▼

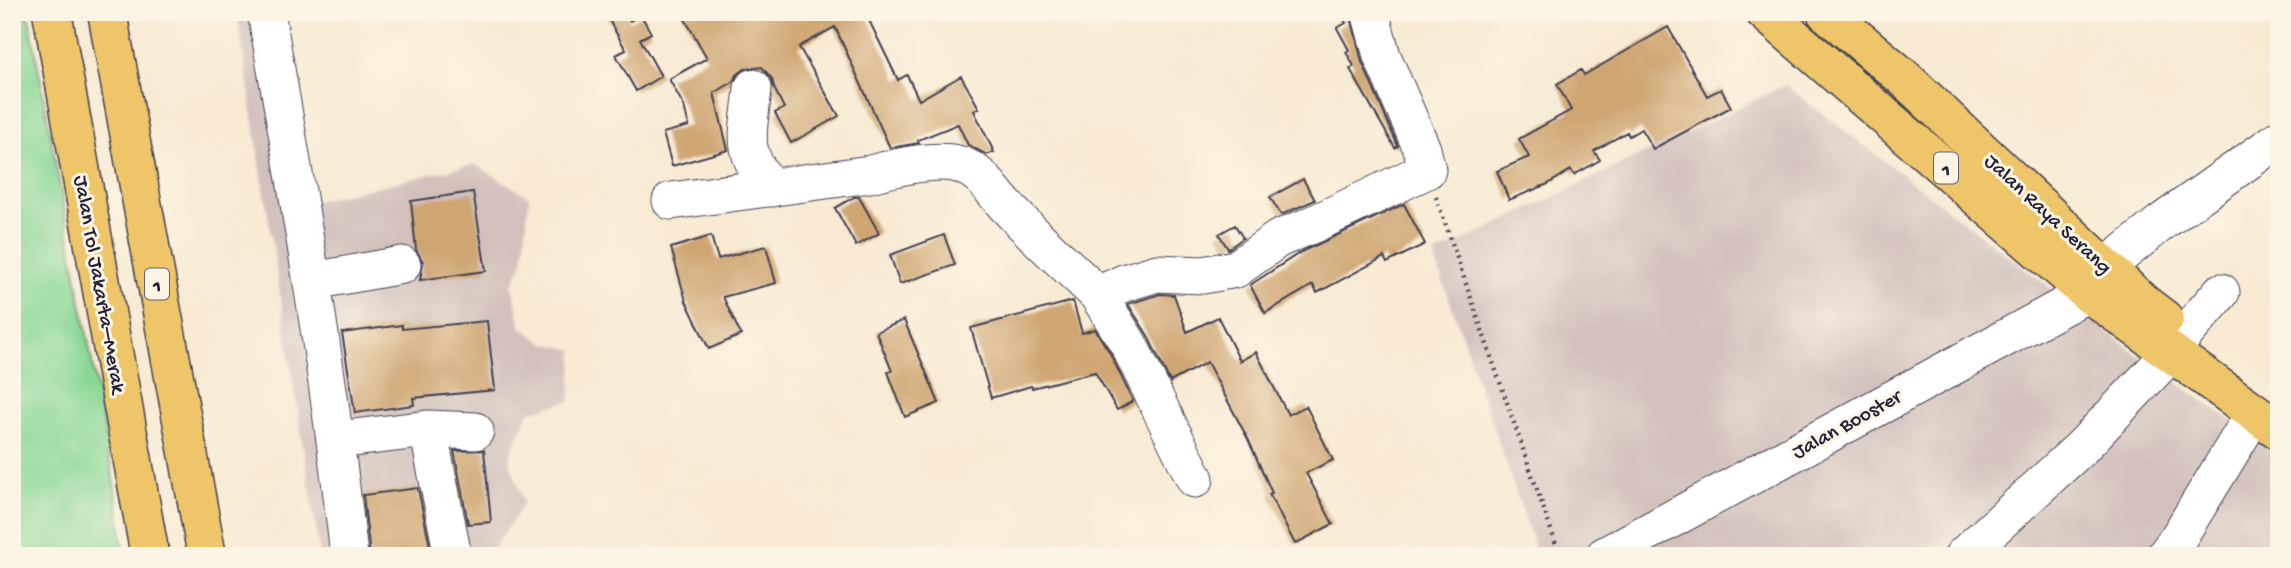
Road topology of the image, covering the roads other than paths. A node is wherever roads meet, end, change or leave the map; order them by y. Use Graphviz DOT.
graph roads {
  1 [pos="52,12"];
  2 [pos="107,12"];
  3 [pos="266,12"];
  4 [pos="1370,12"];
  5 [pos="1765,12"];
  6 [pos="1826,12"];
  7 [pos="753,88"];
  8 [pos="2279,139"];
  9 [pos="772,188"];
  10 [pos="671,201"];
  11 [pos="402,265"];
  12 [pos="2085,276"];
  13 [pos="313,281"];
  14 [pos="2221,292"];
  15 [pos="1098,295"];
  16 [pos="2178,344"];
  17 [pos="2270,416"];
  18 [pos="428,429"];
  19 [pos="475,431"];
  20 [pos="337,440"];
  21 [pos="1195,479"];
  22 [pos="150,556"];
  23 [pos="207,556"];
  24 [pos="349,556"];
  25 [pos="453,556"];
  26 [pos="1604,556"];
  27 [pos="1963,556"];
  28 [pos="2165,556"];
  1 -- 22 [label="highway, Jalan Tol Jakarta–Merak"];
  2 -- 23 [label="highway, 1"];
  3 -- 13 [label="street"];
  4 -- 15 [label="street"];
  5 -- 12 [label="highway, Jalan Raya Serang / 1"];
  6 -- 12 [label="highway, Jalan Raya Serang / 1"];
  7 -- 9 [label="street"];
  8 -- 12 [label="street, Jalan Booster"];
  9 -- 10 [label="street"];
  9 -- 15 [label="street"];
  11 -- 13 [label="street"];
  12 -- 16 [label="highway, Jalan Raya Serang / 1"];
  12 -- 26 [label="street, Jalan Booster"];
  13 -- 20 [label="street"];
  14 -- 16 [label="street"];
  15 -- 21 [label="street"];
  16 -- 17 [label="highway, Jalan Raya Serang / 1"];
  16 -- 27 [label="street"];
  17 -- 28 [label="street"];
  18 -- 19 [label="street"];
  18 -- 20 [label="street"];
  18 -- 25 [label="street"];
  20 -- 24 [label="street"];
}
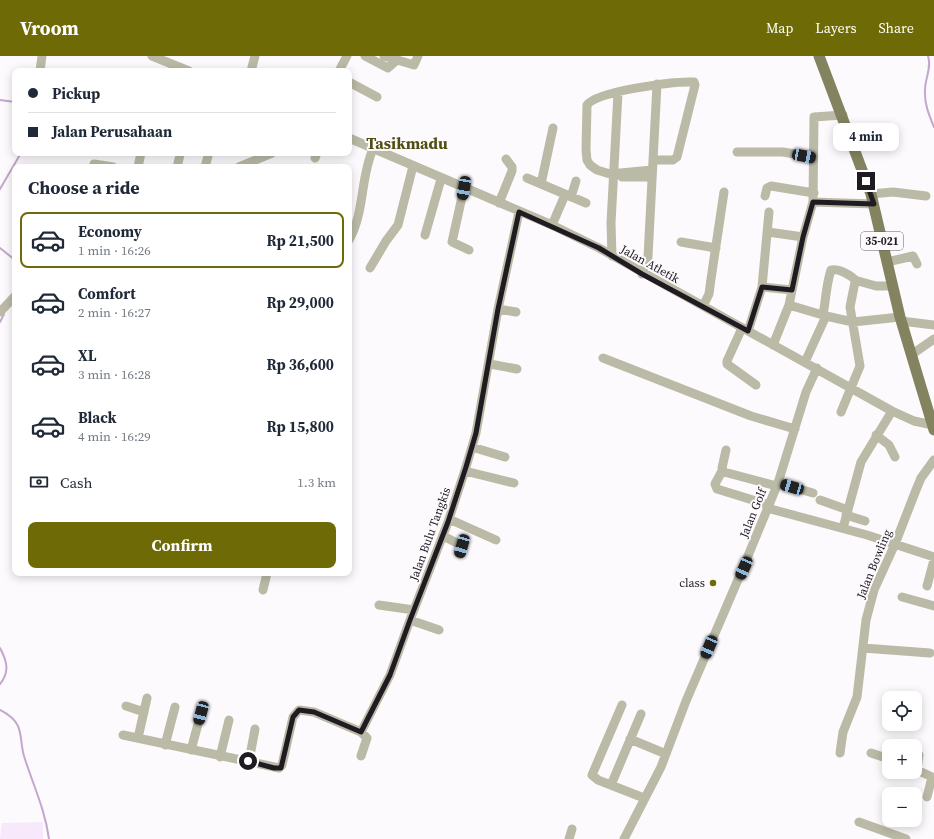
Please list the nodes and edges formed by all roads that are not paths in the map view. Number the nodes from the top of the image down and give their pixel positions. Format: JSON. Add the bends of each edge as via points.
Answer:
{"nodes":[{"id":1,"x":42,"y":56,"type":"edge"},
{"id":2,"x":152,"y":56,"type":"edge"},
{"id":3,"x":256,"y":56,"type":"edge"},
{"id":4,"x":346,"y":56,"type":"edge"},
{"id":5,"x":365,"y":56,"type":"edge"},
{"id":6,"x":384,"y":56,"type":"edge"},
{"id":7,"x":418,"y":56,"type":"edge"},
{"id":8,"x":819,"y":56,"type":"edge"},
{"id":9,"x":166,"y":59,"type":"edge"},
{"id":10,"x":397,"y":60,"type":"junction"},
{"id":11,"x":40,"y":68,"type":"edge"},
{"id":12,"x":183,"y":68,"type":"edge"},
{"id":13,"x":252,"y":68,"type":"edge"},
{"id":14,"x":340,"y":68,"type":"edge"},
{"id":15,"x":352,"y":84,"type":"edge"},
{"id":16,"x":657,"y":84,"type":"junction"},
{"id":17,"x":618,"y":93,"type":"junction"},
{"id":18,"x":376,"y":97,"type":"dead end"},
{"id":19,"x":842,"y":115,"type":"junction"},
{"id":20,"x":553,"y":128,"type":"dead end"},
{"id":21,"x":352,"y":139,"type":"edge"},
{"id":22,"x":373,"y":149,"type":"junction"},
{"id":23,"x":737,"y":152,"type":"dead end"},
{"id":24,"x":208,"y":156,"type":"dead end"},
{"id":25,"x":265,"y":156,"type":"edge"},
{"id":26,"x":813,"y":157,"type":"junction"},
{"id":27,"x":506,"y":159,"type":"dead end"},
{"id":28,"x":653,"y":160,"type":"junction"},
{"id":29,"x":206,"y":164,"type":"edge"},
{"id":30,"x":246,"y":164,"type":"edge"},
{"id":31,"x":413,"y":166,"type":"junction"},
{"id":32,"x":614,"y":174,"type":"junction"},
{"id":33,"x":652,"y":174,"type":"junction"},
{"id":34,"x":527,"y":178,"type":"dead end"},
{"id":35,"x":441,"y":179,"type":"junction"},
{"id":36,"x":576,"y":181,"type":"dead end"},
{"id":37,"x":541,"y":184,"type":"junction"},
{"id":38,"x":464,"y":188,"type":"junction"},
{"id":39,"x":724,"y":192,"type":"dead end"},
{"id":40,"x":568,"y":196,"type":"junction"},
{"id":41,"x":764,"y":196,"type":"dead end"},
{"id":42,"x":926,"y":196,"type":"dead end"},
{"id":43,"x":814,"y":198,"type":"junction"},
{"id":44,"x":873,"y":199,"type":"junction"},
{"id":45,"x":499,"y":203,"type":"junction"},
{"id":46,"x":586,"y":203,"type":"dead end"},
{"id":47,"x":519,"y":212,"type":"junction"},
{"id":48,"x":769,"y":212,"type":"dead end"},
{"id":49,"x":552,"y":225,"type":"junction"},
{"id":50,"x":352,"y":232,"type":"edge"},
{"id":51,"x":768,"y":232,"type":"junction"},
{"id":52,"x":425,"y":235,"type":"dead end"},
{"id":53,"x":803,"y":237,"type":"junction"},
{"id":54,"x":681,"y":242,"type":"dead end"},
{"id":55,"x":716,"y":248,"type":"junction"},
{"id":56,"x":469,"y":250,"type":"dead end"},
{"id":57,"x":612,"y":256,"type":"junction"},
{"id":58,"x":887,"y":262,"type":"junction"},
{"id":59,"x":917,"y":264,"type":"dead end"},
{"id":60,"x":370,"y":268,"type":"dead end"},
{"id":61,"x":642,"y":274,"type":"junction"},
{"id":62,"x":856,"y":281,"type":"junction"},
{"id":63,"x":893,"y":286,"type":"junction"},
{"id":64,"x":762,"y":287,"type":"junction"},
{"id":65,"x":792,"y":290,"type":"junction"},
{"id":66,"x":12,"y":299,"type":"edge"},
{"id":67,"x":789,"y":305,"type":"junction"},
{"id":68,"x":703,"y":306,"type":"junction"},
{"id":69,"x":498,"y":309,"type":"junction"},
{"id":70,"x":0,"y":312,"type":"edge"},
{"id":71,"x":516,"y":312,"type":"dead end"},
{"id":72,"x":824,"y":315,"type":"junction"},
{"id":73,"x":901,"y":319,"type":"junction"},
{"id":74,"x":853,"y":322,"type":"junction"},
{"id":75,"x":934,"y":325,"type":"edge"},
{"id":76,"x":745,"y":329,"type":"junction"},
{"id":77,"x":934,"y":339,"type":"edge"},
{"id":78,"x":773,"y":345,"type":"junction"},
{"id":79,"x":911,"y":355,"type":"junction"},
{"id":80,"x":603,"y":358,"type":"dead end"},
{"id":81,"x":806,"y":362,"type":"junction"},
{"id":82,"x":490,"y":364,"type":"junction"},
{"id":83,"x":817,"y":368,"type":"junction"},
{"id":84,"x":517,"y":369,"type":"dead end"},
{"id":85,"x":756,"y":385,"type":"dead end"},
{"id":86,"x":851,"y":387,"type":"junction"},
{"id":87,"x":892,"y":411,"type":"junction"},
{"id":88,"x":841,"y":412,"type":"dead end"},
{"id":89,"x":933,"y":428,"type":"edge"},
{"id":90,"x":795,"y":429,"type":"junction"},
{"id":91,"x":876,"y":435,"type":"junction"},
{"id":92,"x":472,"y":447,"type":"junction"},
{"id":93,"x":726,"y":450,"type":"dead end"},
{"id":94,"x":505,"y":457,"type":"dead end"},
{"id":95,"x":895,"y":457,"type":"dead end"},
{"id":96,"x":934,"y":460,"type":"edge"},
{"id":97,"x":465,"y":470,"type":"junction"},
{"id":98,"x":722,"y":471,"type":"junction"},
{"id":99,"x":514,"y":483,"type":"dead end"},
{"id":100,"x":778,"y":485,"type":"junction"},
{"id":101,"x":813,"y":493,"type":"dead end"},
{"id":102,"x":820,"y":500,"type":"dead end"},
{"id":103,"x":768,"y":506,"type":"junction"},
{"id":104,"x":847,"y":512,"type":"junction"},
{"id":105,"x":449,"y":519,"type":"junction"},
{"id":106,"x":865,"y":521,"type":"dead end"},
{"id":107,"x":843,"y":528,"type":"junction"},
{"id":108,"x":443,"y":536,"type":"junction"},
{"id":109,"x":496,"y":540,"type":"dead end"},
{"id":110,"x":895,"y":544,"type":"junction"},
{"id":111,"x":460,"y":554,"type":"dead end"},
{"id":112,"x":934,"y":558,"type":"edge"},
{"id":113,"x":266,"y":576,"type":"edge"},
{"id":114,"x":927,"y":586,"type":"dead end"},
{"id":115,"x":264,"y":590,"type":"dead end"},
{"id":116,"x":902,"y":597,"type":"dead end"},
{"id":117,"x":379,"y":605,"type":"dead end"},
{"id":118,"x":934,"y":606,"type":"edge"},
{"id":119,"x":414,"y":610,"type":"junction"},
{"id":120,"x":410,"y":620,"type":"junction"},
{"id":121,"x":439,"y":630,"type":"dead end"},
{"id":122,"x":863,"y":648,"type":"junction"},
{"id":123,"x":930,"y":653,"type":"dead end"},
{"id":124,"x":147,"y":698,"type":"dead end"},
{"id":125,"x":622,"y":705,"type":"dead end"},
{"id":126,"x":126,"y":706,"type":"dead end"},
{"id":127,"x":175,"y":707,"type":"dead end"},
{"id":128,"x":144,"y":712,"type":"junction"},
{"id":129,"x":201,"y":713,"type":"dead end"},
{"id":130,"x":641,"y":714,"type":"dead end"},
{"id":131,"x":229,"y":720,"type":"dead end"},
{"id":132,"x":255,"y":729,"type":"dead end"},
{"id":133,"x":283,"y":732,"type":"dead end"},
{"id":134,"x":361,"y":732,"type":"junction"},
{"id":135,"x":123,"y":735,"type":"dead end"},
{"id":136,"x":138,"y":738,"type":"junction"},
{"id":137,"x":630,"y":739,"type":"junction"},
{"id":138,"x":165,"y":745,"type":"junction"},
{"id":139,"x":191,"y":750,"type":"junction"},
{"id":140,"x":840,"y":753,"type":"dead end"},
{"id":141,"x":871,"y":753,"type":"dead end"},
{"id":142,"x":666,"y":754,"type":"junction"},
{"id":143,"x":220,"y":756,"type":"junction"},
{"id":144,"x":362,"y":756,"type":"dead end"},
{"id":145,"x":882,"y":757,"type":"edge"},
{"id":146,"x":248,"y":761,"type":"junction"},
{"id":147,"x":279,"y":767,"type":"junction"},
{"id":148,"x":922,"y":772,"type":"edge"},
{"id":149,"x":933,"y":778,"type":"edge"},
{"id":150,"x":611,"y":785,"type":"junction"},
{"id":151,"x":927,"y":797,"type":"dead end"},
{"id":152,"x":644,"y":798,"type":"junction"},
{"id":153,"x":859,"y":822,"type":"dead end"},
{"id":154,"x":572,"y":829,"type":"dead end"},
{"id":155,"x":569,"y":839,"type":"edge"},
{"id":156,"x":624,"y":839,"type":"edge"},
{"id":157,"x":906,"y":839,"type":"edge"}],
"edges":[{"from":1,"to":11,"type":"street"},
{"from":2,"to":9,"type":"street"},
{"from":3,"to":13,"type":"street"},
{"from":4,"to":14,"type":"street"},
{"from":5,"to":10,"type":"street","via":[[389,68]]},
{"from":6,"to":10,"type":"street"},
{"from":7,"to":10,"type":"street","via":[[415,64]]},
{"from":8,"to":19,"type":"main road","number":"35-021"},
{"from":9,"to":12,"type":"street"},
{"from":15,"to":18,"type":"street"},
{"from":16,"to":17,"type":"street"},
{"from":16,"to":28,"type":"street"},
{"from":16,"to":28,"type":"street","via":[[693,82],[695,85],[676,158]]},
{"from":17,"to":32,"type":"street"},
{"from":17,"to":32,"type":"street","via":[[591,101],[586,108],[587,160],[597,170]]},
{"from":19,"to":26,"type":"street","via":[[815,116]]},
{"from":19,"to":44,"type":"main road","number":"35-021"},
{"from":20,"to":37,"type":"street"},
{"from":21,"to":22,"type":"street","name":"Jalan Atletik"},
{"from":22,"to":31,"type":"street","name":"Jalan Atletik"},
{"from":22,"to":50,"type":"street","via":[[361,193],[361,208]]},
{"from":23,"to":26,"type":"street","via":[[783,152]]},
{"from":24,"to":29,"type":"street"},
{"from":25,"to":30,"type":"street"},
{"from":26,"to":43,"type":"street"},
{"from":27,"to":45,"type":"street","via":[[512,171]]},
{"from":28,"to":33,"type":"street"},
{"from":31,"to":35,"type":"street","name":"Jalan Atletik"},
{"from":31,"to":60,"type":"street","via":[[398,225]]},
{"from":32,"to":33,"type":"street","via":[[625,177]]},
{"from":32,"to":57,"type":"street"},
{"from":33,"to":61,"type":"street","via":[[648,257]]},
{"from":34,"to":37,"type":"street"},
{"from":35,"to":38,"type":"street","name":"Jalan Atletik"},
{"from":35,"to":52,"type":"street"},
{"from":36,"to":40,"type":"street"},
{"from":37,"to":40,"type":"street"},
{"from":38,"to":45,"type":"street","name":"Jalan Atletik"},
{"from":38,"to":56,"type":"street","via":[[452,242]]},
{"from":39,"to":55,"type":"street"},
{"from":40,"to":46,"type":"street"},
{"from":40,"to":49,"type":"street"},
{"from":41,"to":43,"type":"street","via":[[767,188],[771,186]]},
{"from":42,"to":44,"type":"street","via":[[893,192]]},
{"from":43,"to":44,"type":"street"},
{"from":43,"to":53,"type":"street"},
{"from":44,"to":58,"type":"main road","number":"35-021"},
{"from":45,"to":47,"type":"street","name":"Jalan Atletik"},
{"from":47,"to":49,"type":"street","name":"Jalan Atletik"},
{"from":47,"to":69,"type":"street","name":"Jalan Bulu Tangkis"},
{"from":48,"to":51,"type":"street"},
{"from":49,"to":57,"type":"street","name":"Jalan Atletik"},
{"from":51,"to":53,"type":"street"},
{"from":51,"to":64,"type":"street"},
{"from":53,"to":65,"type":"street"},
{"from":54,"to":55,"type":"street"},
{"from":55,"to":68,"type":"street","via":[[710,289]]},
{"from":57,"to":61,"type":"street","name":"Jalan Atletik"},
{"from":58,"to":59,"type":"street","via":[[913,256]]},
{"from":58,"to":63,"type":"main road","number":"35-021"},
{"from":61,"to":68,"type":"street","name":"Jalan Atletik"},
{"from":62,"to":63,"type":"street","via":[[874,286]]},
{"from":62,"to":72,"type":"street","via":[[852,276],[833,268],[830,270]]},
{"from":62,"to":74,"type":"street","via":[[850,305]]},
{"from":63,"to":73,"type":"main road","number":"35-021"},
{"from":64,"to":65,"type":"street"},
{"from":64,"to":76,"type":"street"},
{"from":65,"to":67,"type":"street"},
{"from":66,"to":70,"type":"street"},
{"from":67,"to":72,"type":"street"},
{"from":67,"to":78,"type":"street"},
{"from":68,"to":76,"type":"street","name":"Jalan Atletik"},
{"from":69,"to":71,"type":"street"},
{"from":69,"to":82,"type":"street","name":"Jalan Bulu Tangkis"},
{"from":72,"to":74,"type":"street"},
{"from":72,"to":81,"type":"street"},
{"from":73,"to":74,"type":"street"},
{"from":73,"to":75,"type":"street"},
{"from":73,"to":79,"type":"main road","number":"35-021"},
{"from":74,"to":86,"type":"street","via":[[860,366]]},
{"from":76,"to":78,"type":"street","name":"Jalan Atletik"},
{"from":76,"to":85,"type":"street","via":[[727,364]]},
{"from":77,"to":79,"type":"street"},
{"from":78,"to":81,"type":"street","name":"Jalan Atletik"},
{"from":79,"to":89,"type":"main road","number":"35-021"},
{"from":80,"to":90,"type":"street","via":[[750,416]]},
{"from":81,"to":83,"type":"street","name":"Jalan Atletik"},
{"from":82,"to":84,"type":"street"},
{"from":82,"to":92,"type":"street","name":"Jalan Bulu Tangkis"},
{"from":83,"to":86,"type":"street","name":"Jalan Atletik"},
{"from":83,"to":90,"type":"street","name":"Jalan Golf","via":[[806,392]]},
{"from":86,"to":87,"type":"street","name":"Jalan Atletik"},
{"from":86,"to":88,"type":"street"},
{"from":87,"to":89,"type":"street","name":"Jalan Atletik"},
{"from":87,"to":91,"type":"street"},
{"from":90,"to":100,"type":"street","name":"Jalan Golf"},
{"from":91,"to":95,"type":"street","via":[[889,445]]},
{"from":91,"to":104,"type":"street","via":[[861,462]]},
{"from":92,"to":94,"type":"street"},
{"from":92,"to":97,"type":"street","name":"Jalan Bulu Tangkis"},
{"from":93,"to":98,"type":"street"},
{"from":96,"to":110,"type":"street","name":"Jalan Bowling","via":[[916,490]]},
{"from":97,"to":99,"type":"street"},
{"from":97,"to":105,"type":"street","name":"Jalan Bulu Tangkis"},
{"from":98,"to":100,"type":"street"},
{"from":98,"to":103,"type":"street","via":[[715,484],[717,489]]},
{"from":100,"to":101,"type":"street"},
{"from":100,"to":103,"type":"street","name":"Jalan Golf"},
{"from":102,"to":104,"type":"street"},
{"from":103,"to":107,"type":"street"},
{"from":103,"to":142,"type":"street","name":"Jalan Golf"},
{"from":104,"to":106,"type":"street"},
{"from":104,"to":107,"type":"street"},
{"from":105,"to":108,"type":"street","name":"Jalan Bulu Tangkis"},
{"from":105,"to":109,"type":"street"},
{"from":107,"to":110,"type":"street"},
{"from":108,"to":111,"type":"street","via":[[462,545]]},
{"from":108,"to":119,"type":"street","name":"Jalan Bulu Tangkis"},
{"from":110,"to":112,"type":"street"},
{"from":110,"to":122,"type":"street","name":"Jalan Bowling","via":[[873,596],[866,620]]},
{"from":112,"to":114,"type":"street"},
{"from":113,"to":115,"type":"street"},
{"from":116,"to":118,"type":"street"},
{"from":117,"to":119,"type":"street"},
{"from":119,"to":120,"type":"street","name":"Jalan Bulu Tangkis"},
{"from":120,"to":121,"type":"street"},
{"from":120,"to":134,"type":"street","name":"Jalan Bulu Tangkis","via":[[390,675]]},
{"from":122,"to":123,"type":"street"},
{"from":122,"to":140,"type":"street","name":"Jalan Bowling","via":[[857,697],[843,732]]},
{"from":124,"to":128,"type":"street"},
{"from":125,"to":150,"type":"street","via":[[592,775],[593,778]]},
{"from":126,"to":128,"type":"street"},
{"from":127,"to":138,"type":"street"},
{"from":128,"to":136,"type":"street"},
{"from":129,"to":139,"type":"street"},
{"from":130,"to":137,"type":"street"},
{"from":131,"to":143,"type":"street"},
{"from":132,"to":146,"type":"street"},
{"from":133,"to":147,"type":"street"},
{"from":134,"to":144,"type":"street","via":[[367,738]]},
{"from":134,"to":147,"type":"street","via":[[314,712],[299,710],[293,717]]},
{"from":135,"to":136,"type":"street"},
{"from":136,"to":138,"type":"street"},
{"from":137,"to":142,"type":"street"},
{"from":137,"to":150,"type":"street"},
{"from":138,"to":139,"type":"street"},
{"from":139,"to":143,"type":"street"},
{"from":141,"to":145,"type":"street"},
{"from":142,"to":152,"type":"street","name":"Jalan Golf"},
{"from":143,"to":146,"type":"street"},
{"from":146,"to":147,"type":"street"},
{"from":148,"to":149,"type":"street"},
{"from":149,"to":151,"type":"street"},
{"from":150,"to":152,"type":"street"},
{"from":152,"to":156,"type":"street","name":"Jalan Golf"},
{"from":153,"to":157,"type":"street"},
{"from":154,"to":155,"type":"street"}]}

▲

▶ [WHAT IS NEEDED] All lines holding the word "highway" must be found in the listing and copied.

▶ [YOUR SOLUTION]
  1 -- 22 [label="highway, Jalan Tol Jakarta–Merak"];
  2 -- 23 [label="highway, 1"];
  5 -- 12 [label="highway, Jalan Raya Serang / 1"];
  6 -- 12 [label="highway, Jalan Raya Serang / 1"];
  12 -- 16 [label="highway, Jalan Raya Serang / 1"];
  16 -- 17 [label="highway, Jalan Raya Serang / 1"];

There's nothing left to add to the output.